• What is required
The entries below are to be repeated exactly, and their pictures left out.

• Dataset excerpts
+-------+

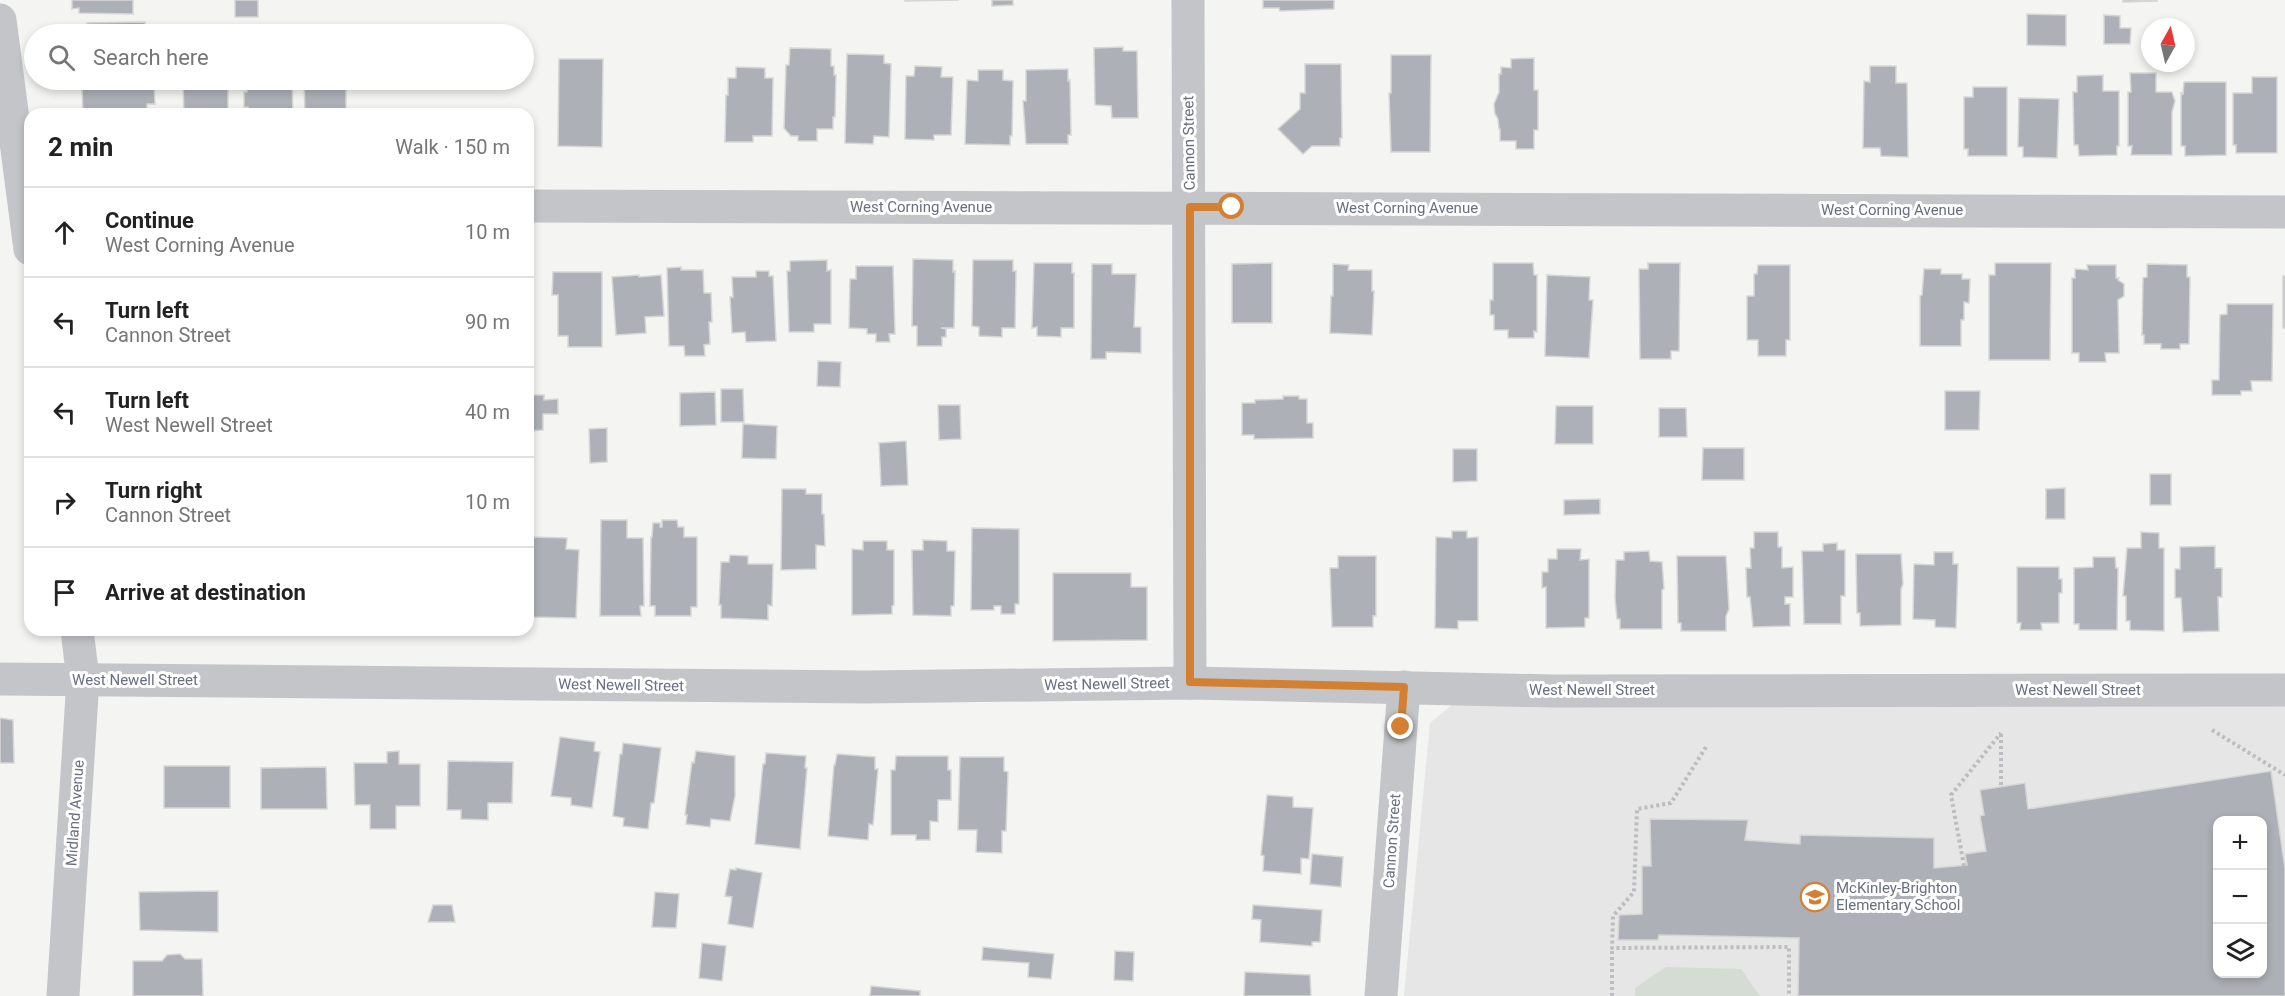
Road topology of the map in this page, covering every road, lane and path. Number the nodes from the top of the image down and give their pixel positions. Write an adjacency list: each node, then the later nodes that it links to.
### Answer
1 (1188, 0): 5 (street, Cannon Street)
2 (0, 20): 3 (street)
3 (24, 184)
4 (534, 206): 5 (street, West Corning Avenue)
5 (1190, 207): 6 (street, West Corning Avenue); 10 (street, Cannon Street)
6 (2285, 212)
7 (78, 636): 9 (street, Midland Avenue)
8 (0, 679): 9 (street, West Newell Street)
9 (83, 679): 10 (street, West Newell Street); 19 (street, Midland Avenue)
10 (1190, 682): 11 (street, West Newell Street)
11 (1404, 687): 12 (street, West Newell Street); 20 (street, Cannon Street)
12 (2285, 690)
13 (2212, 730): 15 (path)
14 (1706, 747): 18 (path)
15 (2285, 775)
16 (2001, 786): 17 (path)
17 (1964, 866)
18 (1612, 948): 21 (path); 22 (path)
19 (63, 996)
20 (1381, 996)
21 (1612, 996)
22 (1789, 996)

+-------+

• Final answer
Road topology of the map in this page, covering every road, lane and path. Number the nodes from the top of the image down and give their pixel positions. Write an adjacency list: each node, then the later nodes that it links to.
### Answer
1 (1188, 0): 5 (street, Cannon Street)
2 (0, 20): 3 (street)
3 (24, 184)
4 (534, 206): 5 (street, West Corning Avenue)
5 (1190, 207): 6 (street, West Corning Avenue); 10 (street, Cannon Street)
6 (2285, 212)
7 (78, 636): 9 (street, Midland Avenue)
8 (0, 679): 9 (street, West Newell Street)
9 (83, 679): 10 (street, West Newell Street); 19 (street, Midland Avenue)
10 (1190, 682): 11 (street, West Newell Street)
11 (1404, 687): 12 (street, West Newell Street); 20 (street, Cannon Street)
12 (2285, 690)
13 (2212, 730): 15 (path)
14 (1706, 747): 18 (path)
15 (2285, 775)
16 (2001, 786): 17 (path)
17 (1964, 866)
18 (1612, 948): 21 (path); 22 (path)
19 (63, 996)
20 (1381, 996)
21 (1612, 996)
22 (1789, 996)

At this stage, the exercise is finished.